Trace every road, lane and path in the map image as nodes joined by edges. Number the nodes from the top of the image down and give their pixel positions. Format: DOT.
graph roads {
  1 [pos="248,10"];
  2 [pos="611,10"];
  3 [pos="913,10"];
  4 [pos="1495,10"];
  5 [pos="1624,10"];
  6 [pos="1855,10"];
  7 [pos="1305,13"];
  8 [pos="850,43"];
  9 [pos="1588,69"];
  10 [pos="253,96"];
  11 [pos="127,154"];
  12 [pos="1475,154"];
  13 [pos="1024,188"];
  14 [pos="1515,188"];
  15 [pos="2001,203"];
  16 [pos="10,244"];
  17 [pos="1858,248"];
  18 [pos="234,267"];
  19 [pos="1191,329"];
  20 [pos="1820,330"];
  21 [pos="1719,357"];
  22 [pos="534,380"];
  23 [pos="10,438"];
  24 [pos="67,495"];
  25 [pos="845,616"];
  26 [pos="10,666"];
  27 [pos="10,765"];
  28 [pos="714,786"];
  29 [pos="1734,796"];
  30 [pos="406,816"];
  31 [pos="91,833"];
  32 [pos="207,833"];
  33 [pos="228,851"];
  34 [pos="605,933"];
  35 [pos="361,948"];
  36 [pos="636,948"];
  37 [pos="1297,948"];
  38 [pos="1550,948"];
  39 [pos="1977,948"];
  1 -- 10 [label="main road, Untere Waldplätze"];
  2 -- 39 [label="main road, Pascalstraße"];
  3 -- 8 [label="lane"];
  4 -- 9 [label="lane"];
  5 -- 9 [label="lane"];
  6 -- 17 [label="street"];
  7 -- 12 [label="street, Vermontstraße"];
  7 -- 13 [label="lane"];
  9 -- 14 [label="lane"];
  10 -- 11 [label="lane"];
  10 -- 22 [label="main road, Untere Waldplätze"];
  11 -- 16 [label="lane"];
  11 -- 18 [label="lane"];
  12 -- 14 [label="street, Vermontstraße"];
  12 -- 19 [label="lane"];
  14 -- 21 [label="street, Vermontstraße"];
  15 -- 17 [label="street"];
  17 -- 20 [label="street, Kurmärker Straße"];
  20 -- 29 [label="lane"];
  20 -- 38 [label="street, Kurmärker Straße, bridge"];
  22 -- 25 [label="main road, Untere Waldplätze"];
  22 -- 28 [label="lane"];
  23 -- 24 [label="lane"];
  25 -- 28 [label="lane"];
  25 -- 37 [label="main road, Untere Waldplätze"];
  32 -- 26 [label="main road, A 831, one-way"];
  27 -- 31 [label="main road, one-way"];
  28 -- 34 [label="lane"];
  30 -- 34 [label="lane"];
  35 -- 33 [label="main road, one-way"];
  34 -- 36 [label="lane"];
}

* Assignment: Using the exact wording, transcribe all the records above.

* Reply to the exercise:
Trace every road, lane and path in the map image as nodes joined by edges. Number the nodes from the top of the image down and give their pixel positions. Format: DOT.
graph roads {
  1 [pos="248,10"];
  2 [pos="611,10"];
  3 [pos="913,10"];
  4 [pos="1495,10"];
  5 [pos="1624,10"];
  6 [pos="1855,10"];
  7 [pos="1305,13"];
  8 [pos="850,43"];
  9 [pos="1588,69"];
  10 [pos="253,96"];
  11 [pos="127,154"];
  12 [pos="1475,154"];
  13 [pos="1024,188"];
  14 [pos="1515,188"];
  15 [pos="2001,203"];
  16 [pos="10,244"];
  17 [pos="1858,248"];
  18 [pos="234,267"];
  19 [pos="1191,329"];
  20 [pos="1820,330"];
  21 [pos="1719,357"];
  22 [pos="534,380"];
  23 [pos="10,438"];
  24 [pos="67,495"];
  25 [pos="845,616"];
  26 [pos="10,666"];
  27 [pos="10,765"];
  28 [pos="714,786"];
  29 [pos="1734,796"];
  30 [pos="406,816"];
  31 [pos="91,833"];
  32 [pos="207,833"];
  33 [pos="228,851"];
  34 [pos="605,933"];
  35 [pos="361,948"];
  36 [pos="636,948"];
  37 [pos="1297,948"];
  38 [pos="1550,948"];
  39 [pos="1977,948"];
  1 -- 10 [label="main road, Untere Waldplätze"];
  2 -- 39 [label="main road, Pascalstraße"];
  3 -- 8 [label="lane"];
  4 -- 9 [label="lane"];
  5 -- 9 [label="lane"];
  6 -- 17 [label="street"];
  7 -- 12 [label="street, Vermontstraße"];
  7 -- 13 [label="lane"];
  9 -- 14 [label="lane"];
  10 -- 11 [label="lane"];
  10 -- 22 [label="main road, Untere Waldplätze"];
  11 -- 16 [label="lane"];
  11 -- 18 [label="lane"];
  12 -- 14 [label="street, Vermontstraße"];
  12 -- 19 [label="lane"];
  14 -- 21 [label="street, Vermontstraße"];
  15 -- 17 [label="street"];
  17 -- 20 [label="street, Kurmärker Straße"];
  20 -- 29 [label="lane"];
  20 -- 38 [label="street, Kurmärker Straße, bridge"];
  22 -- 25 [label="main road, Untere Waldplätze"];
  22 -- 28 [label="lane"];
  23 -- 24 [label="lane"];
  25 -- 28 [label="lane"];
  25 -- 37 [label="main road, Untere Waldplätze"];
  32 -- 26 [label="main road, A 831, one-way"];
  27 -- 31 [label="main road, one-way"];
  28 -- 34 [label="lane"];
  30 -- 34 [label="lane"];
  35 -- 33 [label="main road, one-way"];
  34 -- 36 [label="lane"];
}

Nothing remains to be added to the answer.